* **WHAT IS BEING ASKED**
For each line of the data below that contains "Avenue", return that line.

[SUPPLIED INFORMATION]

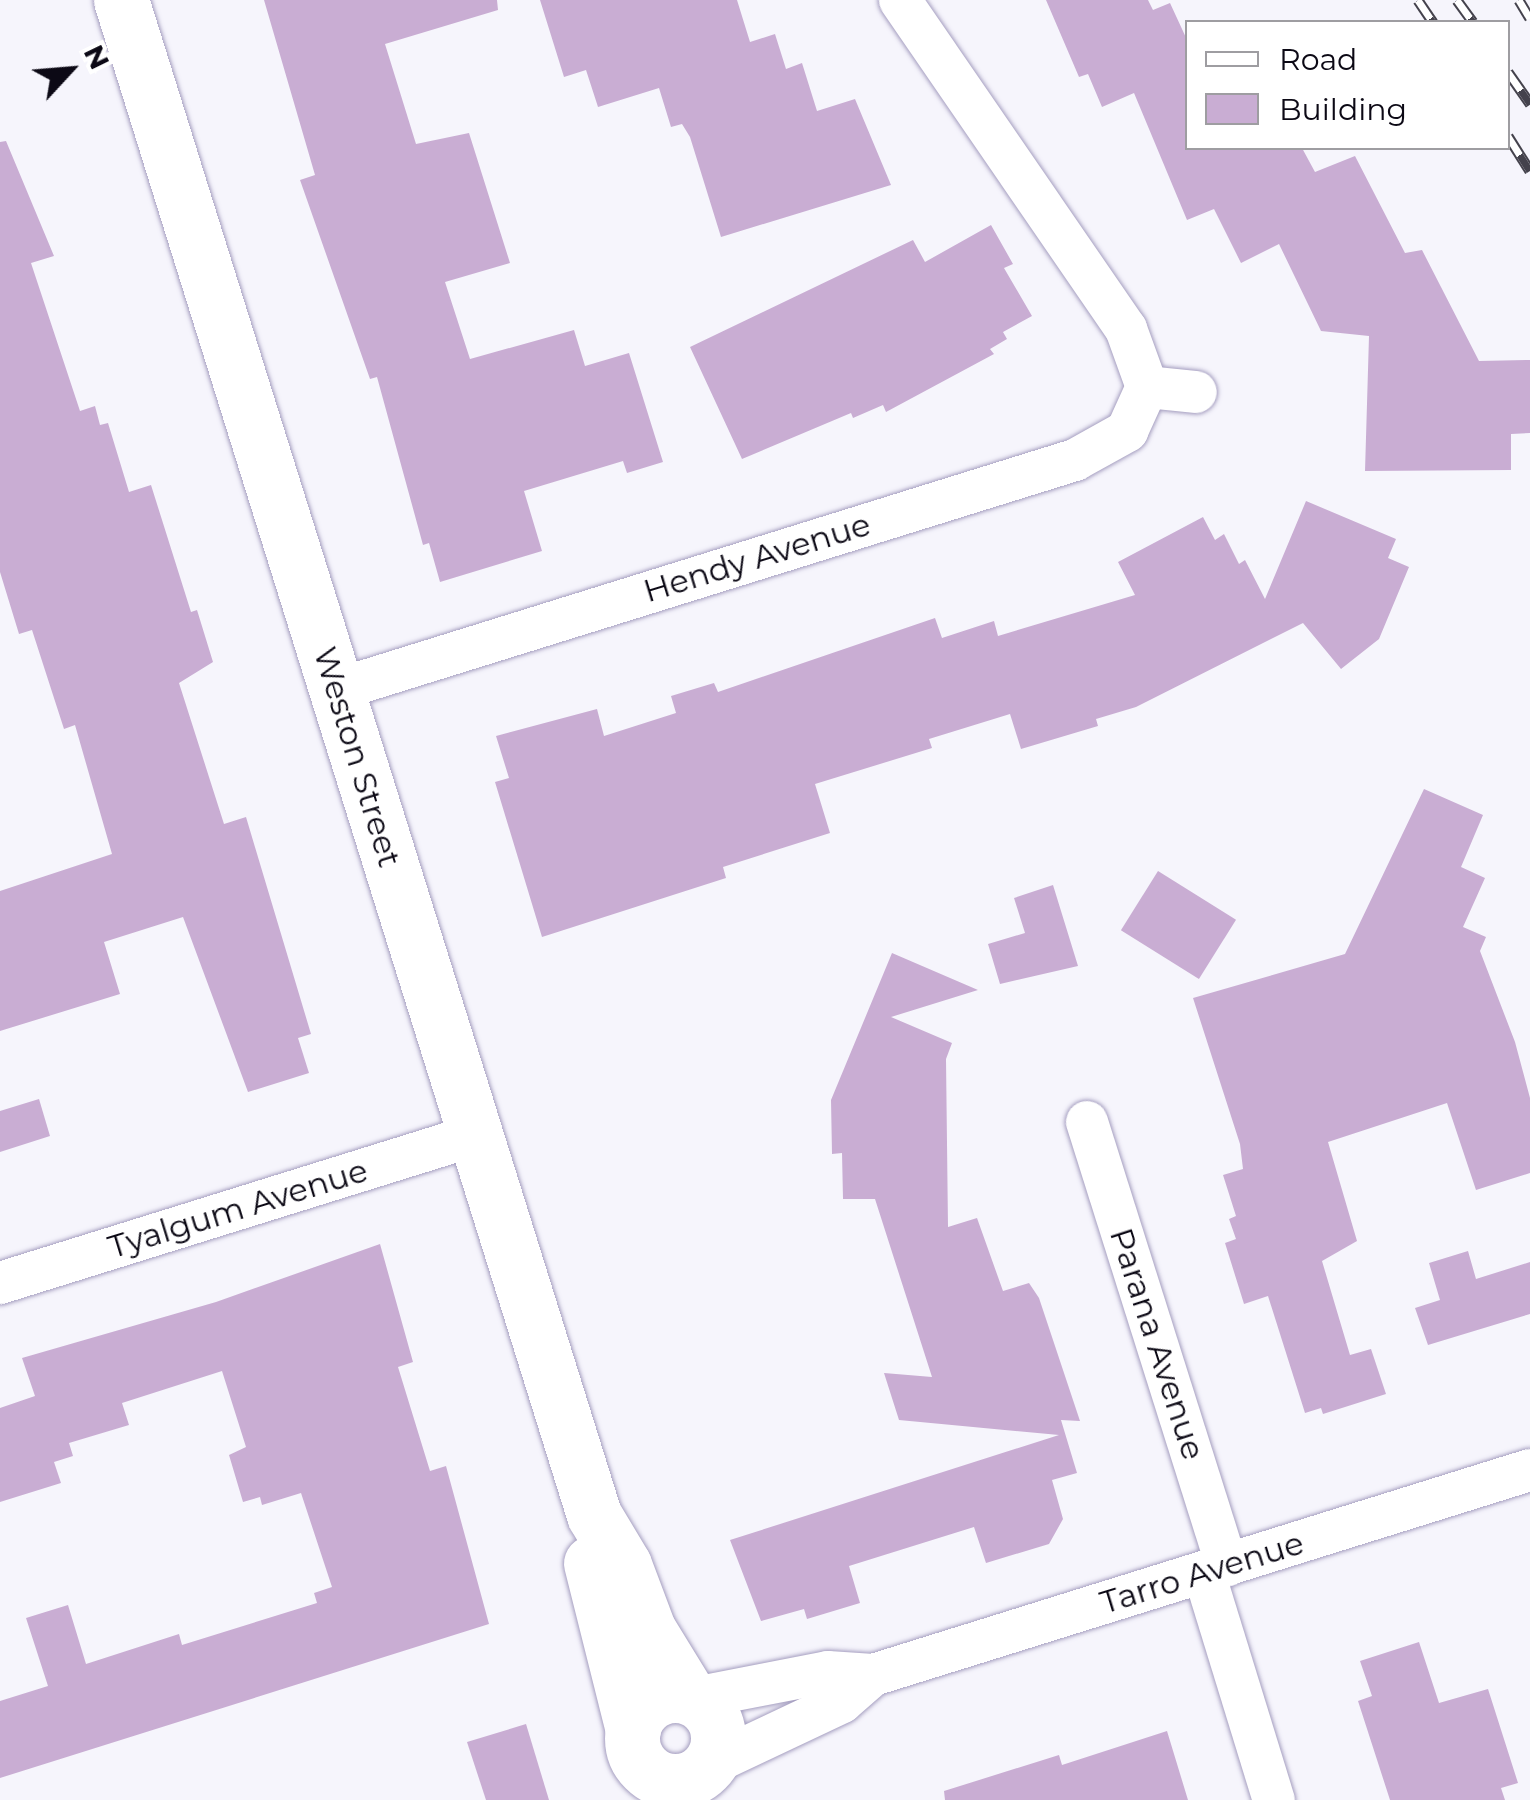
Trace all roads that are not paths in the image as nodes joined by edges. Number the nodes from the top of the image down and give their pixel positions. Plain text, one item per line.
1 (121, 0) edge
2 (900, 0) edge
3 (1147, 387) junction
4 (1196, 392) dead end
5 (336, 690) junction
6 (1087, 1122) dead end
7 (475, 1135) junction
8 (0, 1283) edge
9 (1530, 1470) edge
10 (594, 1514) junction
11 (1215, 1569) junction
12 (873, 1675) junction
13 (691, 1697) junction
14 (645, 1766) edge
15 (707, 1778) edge
16 (1274, 1800) edge

1 - 5 street, Weston Street
2 - 3 street
3 - 4 street
3 - 5 street, Hendy Avenue
5 - 7 street, Weston Street
6 - 11 street, Parana Avenue
7 - 8 street, Tyalgum Avenue
7 - 10 street, Weston Street
9 - 11 street, Tarro Avenue
10 - 13 street, Weston Street
10 - 14 street, Weston Street
11 - 12 street, Tarro Avenue
11 - 16 street, Parana Avenue
12 - 13 street, Tarro Avenue
12 - 15 street, Tarro Avenue
13 - 14 street
13 - 15 street
14 - 15 street

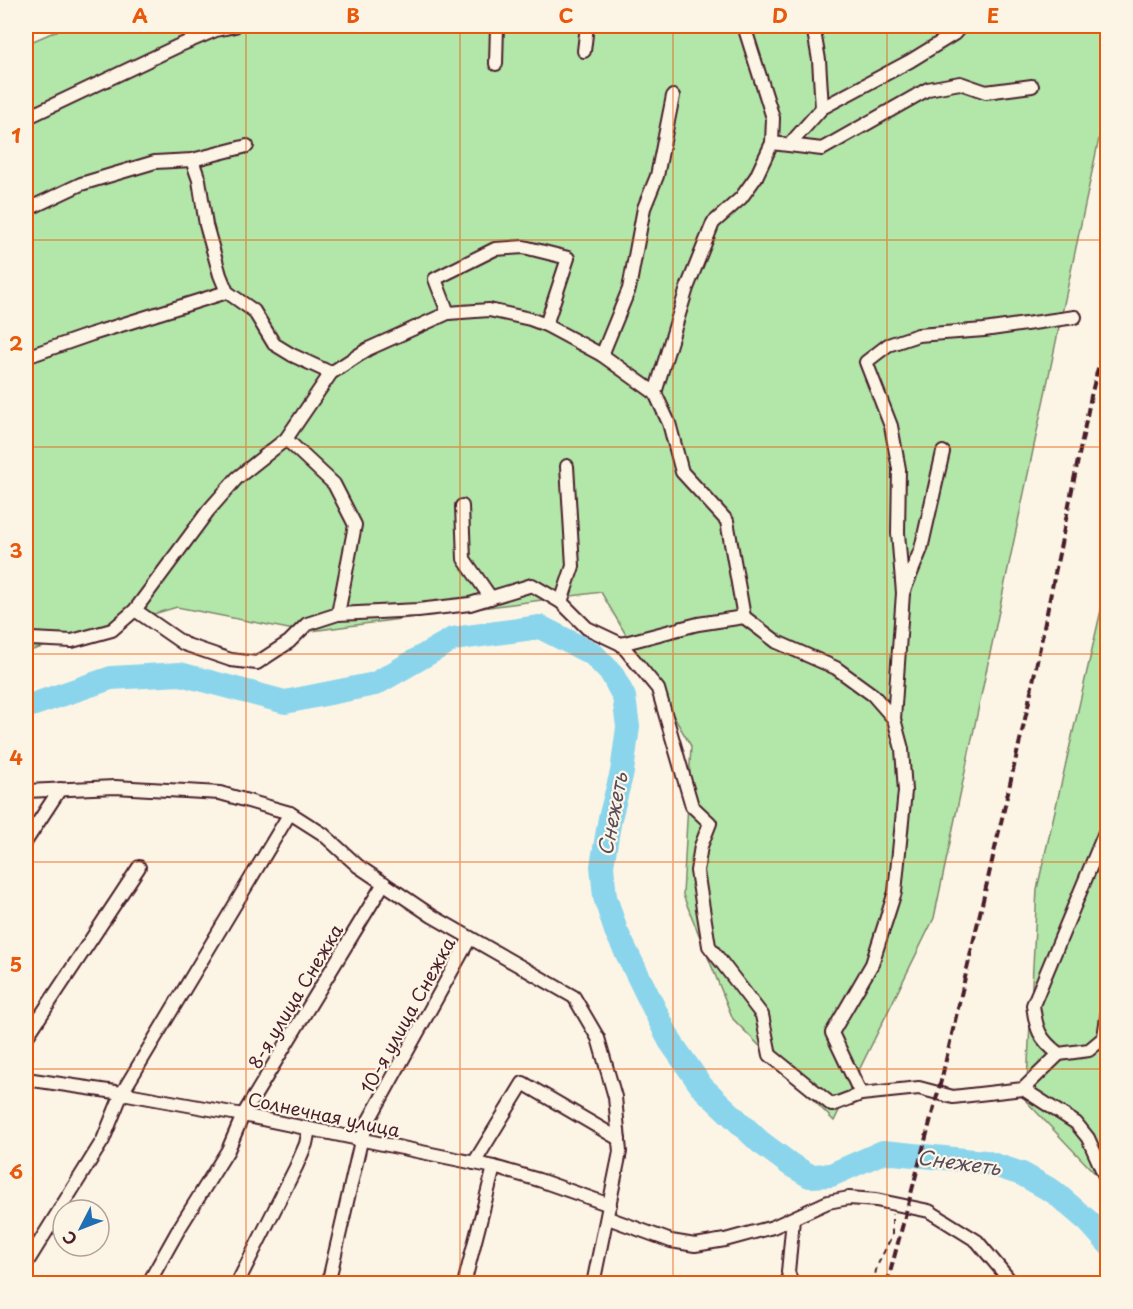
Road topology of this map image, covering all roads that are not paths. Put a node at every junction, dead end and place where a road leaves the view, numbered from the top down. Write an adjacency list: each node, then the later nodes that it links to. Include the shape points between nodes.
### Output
1 (235, 26): 12 (street, via 178,46)
2 (497, 26): 8 (street)
3 (587, 26): 7 (street)
4 (744, 26): 13 (street, via 773,118)
5 (813, 26): 11 (street)
6 (961, 26): 11 (street, via 910,61)
7 (584, 51)
8 (496, 64)
9 (1032, 86): 14 (street, via 986,92 960,84 928,89 822,149)
10 (673, 96): 22 (street, via 657,176 644,208 629,289)
11 (822, 108): 14 (street)
12 (26, 118)
13 (772, 143): 14 (street); 25 (street, via 741,198 713,223 687,288)
14 (790, 144)
15 (247, 146): 16 (street)
16 (192, 160): 17 (street, via 155,162 81,184); 18 (street, via 206,225)
17 (26, 210)
18 (227, 292): 23 (street); 24 (street, via 254,311 274,344)
19 (448, 313): 21 (street, via 489,310); 21 (street, via 435,279 495,249 524,247 568,258); 24 (street, via 368,349)
20 (1075, 317): 30 (street, via 918,335 888,345 866,362 891,426 899,469 898,533)
21 (546, 325): 22 (street)
22 (602, 355): 25 (street)
23 (26, 357)
24 (331, 373): 26 (street)
25 (655, 393): 35 (street, via 669,423 682,472 727,521)
26 (286, 439): 33 (street, via 237,478); 34 (street, via 334,484 356,525)
27 (943, 452): 30 (street, via 921,549)
28 (567, 466): 32 (street, via 573,566)
29 (462, 506): 31 (street, via 464,559)
30 (903, 593): 38 (street)
31 (491, 598): 32 (street, via 532,585); 34 (street, via 418,610)
32 (561, 602): 37 (street, via 587,627)
33 (135, 610): 34 (street, via 184,644 231,660 257,663 289,642 307,624); 36 (street, via 112,630 72,641)
34 (338, 614)
35 (744, 617): 37 (street, via 698,624); 38 (street, via 777,642 848,675)
36 (27, 639)
37 (621, 644): 54 (street, via 658,689 692,806 710,823 697,871 708,946 762,1015 770,1055 832,1105)
38 (894, 719): 54 (street, via 902,749 905,791 895,892 872,964 832,1033)
39 (60, 789): 40 (street); 41 (street, via 115,787 220,793); 43 (street)
40 (26, 791)
41 (290, 813): 45 (street); 53 (street)
42 (1107, 825): 50 (street, via 1033,1005 1036,1026)
43 (26, 842)
44 (139, 867): 49 (street)
45 (384, 883): 46 (street); 55 (street, 8-я улица Снежка)
46 (470, 938): 57 (street, via 574,997 598,1038 615,1097); 58 (street, 10-я улица Снежка)
47 (1107, 1010): 48 (street)
48 (1106, 1035): 50 (street, via 1089,1050)
49 (26, 1038)
50 (1059, 1054): 52 (street)
51 (26, 1079): 53 (street, Солнечная улица)
52 (1023, 1089): 54 (street, via 953,1096 919,1088); 61 (street, via 1076,1123 1088,1137)
53 (122, 1093): 55 (street, Солнечная улица); 64 (street, via 103,1140)
54 (861, 1094)
55 (243, 1115): 56 (street, Солнечная улица); 65 (street, 8-я улица Снежка, via 228,1150)
56 (309, 1129): 58 (street, Солнечная улица); 66 (street, via 296,1167)
57 (619, 1139): 59 (street, via 523,1083); 62 (street)
58 (361, 1140): 59 (street, Солнечная улица); 67 (street, 10-я улица Снежка)
59 (474, 1163): 60 (street, Солнечная улица)
60 (494, 1167): 62 (street, Солнечная улица, via 539,1180); 68 (street)
61 (1107, 1183)
62 (609, 1212): 63 (street, Солнечная улица, via 671,1241 695,1245); 69 (street)
63 (793, 1219): 70 (street, via 788,1272); 71 (street, Солнечная улица, via 828,1202 849,1198 929,1211 977,1241)
64 (26, 1264)
65 (148, 1284)
66 (237, 1284)
67 (328, 1284)
68 (464, 1284)
69 (593, 1284)
70 (792, 1284)
71 (1013, 1284)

[/SUPPLIED INFORMATION]

* **ANSWER FOR THE TASK**
3 - 5 street, Hendy Avenue
6 - 11 street, Parana Avenue
7 - 8 street, Tyalgum Avenue
9 - 11 street, Tarro Avenue
11 - 12 street, Tarro Avenue
11 - 16 street, Parana Avenue
12 - 13 street, Tarro Avenue
12 - 15 street, Tarro Avenue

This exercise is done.